Conclusión de la teoría de la soberanía

Si hay en el Estado un individuo, o, si se quiere, muchos, pero demasiado pocos, sin embargo para formar por sí solos una ciudad, que tengan tal superioridad de mérito, que el de todos los demás ciudadanos no pueda competir con el suyo, siendo la influencia política de este individuo único o de estos individuos incomparablemente más fuerte, semejantes hombres no pueden ser confundidos en la masa de la ciudad. Reducirlos a la igualdad común, cuando su mérito y su importancia política los deja tan completamente fuera de toda comparación, es hacerles una injuria, porque tales personajes bien puede decirse que son dioses entre los hombres. Esta es una nueva prueba de que la legislación necesariamente debe recaer sobre individuos iguales por su nacimiento y por sus facultades. Pero la ley no se ha hecho para estos seres superiores, sino que ellos mismos son la ley. Sería ridículo intentar someterlos a la constitución, porque podrían responder lo que, según Antístenes, respondieron los leones al decreto dado por la asamblea de las liebres sobre la igualdad general de los animales{80}. Este es también el origen del ostracismo en los Estados democráticos, que más que ningún otro son celosos de que se conserve la igualdad. Tan pronto como un ciudadano parecía elevarse por cima de todos los demás a causa de su riqueza, por lo numeroso de sus partidarios, o por cualquiera otra condición política, el ostracismo le condenaba a un destierro más o menos largo. En la mitología, los argonautas no tuvieron otro motivo para abandonar a Hércules. Argos declara, que no quiere llevarle a bordo, porque pesaba mucho más que el resto de sus compañeros. Y así no ha habido razón para censurar en absoluto la tiranía de Trasíbulo y el consejo que Periandro le dio. No se le ocurrió a éste dar otra respuesta al enviado que fue a pedirle consejo, que igualar cierto número de espigas, cortando las que sobresalían en el manojo. [111] El mensajero no comprendió nada de lo que esto significaba, pero Trasíbulo, cuando lo supo, entendió perfectamente que debía deshacerse de los ciudadanos poderosos.

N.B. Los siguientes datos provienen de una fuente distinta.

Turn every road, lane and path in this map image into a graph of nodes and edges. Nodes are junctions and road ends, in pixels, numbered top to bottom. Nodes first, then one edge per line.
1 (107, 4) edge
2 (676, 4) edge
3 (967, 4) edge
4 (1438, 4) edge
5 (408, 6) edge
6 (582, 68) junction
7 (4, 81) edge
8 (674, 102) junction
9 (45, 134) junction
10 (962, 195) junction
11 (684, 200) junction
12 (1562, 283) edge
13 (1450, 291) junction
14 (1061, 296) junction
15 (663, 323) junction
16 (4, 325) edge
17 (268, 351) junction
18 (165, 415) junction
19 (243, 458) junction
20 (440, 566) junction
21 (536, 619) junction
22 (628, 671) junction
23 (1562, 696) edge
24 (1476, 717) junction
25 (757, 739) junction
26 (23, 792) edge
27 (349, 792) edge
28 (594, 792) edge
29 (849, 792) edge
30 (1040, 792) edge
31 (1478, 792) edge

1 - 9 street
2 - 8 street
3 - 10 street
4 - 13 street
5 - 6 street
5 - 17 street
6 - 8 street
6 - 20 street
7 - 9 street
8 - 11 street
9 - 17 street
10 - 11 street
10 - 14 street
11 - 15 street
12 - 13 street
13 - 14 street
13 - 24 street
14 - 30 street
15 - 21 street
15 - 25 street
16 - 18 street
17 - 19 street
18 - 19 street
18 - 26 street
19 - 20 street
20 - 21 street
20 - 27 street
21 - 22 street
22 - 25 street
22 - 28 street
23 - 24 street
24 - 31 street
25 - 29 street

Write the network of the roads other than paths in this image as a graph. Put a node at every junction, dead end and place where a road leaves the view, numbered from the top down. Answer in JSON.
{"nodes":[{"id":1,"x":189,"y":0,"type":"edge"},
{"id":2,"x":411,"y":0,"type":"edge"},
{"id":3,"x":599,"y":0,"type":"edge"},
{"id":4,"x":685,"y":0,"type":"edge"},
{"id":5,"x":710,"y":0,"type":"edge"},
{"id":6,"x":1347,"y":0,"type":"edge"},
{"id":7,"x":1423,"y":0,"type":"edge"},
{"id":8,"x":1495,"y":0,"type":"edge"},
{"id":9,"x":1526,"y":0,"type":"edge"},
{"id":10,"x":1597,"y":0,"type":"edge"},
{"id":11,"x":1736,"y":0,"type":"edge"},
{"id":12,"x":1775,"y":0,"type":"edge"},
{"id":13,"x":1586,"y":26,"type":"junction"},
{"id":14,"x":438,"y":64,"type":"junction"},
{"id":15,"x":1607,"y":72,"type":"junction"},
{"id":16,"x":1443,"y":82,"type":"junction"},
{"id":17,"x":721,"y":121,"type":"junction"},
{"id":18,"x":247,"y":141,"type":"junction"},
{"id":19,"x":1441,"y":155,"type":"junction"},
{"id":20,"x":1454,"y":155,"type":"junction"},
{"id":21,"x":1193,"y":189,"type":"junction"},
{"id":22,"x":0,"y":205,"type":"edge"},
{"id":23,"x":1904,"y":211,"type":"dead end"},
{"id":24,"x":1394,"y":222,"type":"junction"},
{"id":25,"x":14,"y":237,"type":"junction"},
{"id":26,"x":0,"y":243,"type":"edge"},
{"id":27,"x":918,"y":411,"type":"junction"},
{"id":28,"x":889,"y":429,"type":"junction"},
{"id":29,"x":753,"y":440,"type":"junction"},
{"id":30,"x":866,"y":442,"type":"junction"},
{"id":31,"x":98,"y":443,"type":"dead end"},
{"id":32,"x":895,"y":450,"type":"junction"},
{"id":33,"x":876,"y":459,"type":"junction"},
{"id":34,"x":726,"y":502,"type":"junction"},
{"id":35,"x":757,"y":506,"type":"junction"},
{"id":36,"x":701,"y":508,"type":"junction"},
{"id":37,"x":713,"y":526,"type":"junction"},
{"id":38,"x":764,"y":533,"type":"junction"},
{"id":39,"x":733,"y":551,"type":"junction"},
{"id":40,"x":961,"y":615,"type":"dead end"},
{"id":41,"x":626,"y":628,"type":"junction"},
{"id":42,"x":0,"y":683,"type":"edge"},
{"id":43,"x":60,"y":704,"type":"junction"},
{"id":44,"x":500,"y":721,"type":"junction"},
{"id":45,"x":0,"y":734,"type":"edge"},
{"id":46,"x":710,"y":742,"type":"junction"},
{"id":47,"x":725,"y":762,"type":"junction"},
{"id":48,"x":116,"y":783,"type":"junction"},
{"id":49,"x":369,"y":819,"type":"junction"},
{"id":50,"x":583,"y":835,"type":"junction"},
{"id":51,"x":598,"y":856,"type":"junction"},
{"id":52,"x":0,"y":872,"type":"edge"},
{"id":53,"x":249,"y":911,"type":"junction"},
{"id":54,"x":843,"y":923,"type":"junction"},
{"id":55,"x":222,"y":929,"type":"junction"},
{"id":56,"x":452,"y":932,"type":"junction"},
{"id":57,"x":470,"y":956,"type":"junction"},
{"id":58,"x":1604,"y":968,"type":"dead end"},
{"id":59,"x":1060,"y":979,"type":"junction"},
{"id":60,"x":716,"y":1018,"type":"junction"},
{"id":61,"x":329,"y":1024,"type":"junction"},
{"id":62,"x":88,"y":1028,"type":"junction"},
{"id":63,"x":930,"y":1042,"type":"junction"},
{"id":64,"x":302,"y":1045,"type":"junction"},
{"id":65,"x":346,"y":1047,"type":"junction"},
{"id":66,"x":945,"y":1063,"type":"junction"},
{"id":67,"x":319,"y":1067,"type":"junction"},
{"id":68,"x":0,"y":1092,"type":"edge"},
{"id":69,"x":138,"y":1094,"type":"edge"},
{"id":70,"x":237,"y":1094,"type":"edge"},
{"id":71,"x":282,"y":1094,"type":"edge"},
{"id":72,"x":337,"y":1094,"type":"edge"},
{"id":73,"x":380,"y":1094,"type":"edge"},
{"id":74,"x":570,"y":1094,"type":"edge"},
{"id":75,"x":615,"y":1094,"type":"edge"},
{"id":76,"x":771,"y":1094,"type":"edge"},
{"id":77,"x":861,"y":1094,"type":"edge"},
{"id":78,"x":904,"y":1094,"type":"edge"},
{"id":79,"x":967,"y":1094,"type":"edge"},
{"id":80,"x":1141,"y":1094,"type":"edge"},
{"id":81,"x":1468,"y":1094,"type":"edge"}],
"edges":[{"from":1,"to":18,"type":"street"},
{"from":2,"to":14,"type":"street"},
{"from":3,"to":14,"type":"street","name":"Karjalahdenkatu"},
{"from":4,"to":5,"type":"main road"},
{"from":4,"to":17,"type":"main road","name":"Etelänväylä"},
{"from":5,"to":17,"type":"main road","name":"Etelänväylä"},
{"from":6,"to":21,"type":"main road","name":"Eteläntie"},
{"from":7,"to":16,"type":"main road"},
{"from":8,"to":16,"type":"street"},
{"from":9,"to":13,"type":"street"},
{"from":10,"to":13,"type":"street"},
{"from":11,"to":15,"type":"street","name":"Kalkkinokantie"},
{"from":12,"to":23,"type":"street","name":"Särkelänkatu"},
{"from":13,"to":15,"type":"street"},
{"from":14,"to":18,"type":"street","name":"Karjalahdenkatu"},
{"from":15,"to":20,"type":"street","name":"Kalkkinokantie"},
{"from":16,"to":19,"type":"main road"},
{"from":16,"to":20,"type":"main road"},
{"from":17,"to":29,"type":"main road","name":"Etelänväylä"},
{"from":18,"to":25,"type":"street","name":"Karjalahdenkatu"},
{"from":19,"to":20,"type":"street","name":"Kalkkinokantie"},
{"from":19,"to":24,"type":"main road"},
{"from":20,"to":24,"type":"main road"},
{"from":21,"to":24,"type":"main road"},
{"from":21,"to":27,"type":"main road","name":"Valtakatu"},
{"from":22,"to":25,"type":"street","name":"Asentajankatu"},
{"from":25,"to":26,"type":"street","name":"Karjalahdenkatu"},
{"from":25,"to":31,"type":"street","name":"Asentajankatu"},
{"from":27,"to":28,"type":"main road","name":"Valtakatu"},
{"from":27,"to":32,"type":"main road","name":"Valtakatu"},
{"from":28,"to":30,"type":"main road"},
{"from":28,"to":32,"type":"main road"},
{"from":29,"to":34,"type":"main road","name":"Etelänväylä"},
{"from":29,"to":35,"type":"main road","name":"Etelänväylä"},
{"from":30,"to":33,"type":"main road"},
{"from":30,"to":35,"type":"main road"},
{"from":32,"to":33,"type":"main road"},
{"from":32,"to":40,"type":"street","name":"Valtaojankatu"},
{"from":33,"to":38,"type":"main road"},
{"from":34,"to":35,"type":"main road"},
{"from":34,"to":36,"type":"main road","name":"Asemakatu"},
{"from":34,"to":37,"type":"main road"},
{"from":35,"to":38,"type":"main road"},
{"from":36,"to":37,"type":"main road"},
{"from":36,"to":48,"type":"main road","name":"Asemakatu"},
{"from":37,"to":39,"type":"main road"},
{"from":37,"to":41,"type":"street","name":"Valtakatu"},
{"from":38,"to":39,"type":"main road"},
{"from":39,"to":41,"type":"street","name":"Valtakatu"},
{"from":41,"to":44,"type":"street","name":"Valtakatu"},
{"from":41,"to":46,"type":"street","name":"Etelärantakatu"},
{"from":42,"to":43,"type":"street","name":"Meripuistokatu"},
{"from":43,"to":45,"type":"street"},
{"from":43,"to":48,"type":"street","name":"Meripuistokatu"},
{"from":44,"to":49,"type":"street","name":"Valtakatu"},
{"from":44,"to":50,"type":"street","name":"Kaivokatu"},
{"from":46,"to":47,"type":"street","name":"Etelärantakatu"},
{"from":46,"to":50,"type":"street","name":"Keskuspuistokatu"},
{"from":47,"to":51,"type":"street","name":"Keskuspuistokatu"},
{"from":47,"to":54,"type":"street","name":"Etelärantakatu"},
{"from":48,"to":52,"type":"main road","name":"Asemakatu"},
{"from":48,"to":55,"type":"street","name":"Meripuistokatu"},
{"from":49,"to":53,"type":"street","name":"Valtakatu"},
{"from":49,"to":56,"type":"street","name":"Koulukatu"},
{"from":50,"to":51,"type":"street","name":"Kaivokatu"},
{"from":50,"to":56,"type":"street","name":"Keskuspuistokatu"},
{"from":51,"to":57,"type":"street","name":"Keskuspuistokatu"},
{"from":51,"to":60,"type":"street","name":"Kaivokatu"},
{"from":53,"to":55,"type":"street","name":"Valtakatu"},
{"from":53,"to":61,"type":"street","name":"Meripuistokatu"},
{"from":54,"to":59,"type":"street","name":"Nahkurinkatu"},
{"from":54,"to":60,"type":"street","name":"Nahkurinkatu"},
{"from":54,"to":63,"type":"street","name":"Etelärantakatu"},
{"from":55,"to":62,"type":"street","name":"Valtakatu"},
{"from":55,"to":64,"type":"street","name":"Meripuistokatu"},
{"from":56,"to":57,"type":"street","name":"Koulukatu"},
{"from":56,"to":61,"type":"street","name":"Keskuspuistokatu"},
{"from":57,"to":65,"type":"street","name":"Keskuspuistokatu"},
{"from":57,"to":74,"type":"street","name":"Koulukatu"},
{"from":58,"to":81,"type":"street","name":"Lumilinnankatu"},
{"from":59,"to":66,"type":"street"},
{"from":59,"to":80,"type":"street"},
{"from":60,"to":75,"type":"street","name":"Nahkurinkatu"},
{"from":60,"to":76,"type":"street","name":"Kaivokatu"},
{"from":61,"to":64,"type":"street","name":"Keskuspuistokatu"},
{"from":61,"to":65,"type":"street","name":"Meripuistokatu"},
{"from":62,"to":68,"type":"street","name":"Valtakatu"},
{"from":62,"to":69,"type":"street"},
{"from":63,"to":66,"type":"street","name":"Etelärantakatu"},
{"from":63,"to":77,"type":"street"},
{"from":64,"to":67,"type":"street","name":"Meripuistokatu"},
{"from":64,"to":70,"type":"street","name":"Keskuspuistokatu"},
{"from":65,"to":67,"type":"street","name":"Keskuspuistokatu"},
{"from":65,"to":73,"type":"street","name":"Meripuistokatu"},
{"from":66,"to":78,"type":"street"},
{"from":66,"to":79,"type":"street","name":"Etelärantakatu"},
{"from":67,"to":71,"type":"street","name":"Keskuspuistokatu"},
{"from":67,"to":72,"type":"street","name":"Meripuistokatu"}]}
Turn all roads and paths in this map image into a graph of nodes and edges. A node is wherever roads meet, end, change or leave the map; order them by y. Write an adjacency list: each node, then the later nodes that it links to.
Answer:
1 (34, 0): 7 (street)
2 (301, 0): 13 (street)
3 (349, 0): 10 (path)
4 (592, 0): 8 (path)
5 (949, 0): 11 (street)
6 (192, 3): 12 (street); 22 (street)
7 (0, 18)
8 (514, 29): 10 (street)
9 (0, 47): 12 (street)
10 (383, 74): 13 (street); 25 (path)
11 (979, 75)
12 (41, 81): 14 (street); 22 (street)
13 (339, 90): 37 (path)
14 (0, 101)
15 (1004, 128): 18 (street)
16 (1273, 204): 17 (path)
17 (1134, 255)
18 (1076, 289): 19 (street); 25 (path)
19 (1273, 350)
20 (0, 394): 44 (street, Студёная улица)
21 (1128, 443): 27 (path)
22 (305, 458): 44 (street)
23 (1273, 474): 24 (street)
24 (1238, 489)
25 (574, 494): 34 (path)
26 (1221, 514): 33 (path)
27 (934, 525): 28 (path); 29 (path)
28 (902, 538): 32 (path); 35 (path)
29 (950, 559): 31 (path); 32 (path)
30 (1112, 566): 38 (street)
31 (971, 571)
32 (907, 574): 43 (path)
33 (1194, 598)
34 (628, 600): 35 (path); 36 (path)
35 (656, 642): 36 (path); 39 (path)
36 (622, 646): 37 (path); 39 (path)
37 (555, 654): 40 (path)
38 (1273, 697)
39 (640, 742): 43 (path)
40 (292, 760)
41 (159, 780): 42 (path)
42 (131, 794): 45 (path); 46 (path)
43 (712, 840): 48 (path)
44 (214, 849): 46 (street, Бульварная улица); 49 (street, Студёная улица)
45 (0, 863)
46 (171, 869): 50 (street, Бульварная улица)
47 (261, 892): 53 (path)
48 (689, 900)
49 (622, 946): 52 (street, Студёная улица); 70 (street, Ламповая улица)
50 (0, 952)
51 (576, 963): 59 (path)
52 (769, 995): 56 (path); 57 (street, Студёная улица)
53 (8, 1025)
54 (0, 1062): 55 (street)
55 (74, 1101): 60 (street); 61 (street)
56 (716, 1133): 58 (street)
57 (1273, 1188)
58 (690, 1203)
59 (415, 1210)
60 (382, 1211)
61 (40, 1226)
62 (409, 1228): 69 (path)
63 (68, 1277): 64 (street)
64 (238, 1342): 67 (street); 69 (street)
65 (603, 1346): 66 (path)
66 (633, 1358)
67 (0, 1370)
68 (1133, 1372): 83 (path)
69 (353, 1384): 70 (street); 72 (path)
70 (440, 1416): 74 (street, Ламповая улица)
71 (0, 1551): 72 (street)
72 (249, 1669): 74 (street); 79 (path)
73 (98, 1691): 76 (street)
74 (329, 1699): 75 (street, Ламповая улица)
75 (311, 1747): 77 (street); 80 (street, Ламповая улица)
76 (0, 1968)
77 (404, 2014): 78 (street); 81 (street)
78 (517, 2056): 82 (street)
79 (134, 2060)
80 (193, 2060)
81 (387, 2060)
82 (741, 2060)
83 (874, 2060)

Este expediente no es útil solamente a los tiranos, y así no son los únicos que de él se aprovechan. Con igual éxito se emplea en las oligarquías y en las democracias. El ostracismo en éstas produce los mismos resultados, poniendo coto por medio del destierro al poder de los personajes a él condenados. Cuando es posible, se aplica este principio político a Estados y pueblos enteros. Puede verse la conducta que observaron los atenienses respecto de los samios, los chiotas y los lesbios; apenas afirmaron aquéllos su poder, tuvieron buen cuidado de debilitar a sus súbditos, a pesar de todos los tratados. El rey de los persas ha castigado más de una vez a los medos, a los babilonios y a otros pueblos, demasiado ensoberbecidos con los recuerdos de su antigua dominación.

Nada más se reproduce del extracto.